Experts say the disparate results could serve as a warning flag that the world needs to step up its current vaccination campaigns and expedite efforts to envision what Covid-19 vaccines 2.0 might look like.
“It’s a huge relief to know that the vaccines still seem to protect against hospitalization and deaths,” said Emma Hodcroft, a molecular epidemiologist at the University of Bern. “The No. 1 thing at the moment is to try and reduce in any way the cost that this virus charges us as it spreads through societies. But it’s definitely true the loss in efficacy, it raises some worrying questions.”
Questions about vaccines revolve around the bottom line of whether they “work” or not against the different forms of the SARS-CoV-2 coronavirus. However that oversimplifies what clinical trials are measuring, what the vaccines might be able to do, and how much of this is a matter of degrees, rather than a definitive yes-or-no answer.
The trials have generally been investigating whether the vaccines prevent symptomatic cases of Covid-19. But Covid-19 presents across a full spectrum, from asymptomatic infections to fatal ones, which is why some trials also include data specifically focused on the outcomes in which people are most interested: will it prevent severe disease and death.
In a way, the first clinical trial results from Moderna and the Pfizer and BioNTech team, which both showed the respective vaccines were 90% or more protective against symptomatic disease, spoiled us for what we could expect for immunizations still going through trials. The achievements went way beyond what experts had hoped Covid-19 vaccines could attack.
So when Johnson & Johnson reported last week that its vaccine was, on average, 66% efficacious at blocking moderate and severe disease — a figure that ticked up to 72% when just looking at U.S. participants — many researchers sought to remind people that this was a result worth celebrating. The vaccine was 85% effective against severe disease cases no matter the infectious variant, and all the deaths and hospitalizations in the trial occurred among people who got the placebo, not the vaccine.
“People look at 72% and say well that’s not as good as 90%, but the fact is, if you look at serious disease, it was extremely effective in preventing serious disease, including hospitalizations and deaths,” Anthony Fauci, the head of the National Institute of Allergy and Infectious Diseases, told reporters this week.

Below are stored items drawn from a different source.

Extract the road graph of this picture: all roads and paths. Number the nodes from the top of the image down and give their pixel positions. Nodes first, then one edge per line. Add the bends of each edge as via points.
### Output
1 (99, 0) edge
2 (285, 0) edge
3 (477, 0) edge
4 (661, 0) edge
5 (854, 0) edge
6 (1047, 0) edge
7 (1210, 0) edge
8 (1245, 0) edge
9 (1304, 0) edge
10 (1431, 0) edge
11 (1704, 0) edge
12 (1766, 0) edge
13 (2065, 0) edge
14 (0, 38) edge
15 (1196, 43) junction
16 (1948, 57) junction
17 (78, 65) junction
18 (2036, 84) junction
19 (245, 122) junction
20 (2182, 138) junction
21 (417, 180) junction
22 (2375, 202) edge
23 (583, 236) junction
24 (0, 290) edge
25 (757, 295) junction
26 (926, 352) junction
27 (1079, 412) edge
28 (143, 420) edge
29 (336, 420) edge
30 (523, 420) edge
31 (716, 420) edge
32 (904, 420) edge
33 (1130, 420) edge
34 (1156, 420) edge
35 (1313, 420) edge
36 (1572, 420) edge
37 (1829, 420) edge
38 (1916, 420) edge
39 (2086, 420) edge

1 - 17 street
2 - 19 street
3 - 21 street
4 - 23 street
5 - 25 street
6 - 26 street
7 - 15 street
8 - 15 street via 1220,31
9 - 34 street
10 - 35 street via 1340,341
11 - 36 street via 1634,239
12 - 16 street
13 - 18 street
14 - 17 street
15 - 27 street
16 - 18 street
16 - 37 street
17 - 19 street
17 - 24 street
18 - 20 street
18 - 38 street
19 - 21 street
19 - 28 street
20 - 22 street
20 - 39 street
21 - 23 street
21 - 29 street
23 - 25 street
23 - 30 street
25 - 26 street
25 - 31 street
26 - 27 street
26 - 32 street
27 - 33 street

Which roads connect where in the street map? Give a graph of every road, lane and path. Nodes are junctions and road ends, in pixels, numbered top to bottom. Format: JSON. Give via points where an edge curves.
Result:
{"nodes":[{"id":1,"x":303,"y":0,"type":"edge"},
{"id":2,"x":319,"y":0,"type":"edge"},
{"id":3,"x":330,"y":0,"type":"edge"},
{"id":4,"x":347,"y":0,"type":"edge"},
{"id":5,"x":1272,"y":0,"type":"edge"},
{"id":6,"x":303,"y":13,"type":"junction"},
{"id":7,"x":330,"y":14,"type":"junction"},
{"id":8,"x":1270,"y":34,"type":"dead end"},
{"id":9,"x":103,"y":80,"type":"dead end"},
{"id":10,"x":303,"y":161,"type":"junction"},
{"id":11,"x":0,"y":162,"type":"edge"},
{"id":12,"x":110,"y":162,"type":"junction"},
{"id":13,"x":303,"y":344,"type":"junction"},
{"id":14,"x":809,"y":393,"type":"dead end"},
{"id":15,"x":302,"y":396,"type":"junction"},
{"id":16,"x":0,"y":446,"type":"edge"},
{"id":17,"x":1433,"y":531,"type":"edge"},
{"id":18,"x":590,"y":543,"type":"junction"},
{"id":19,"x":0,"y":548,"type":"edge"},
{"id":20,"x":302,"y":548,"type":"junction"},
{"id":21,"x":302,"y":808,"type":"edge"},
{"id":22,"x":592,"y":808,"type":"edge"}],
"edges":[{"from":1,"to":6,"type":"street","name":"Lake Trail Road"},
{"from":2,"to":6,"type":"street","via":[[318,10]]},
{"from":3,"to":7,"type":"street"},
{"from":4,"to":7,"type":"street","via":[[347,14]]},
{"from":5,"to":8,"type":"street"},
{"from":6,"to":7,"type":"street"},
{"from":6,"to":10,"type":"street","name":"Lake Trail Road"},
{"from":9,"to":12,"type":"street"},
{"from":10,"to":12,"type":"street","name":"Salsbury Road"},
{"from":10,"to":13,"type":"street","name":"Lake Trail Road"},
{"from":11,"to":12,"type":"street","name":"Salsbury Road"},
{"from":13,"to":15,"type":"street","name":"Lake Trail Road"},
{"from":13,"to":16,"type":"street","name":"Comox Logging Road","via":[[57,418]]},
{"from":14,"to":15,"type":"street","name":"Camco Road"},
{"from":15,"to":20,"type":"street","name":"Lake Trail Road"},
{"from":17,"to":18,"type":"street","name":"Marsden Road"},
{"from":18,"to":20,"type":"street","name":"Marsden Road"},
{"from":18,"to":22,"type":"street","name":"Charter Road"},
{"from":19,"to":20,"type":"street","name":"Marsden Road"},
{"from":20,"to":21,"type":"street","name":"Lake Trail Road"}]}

Clinical trial data released last week for the J&J shot and another from Novavax showed the vaccines did not fare as well in South Africa, where the B.1.351 variant first emerged. The efficacy of the J&J shot against moderate or worse Covid-19 fell to 57% in South Africa, while Novavax reported its vaccine was 49% effective in South Africa at preventing symptomatic Covid-19.
Some experts said the results indicated the vaccines might be less powerful against the variant B.1.351 in other ways, too.
Clinical trials have not shown whether any of the existing vaccines can slow the spread of any version of SARS-2, but many experts think the shots will offer some help in that arena, whether because they prevent some infections entirely, or because they make people who still contract the virus less contagious for a shorter time, or some combination of factors.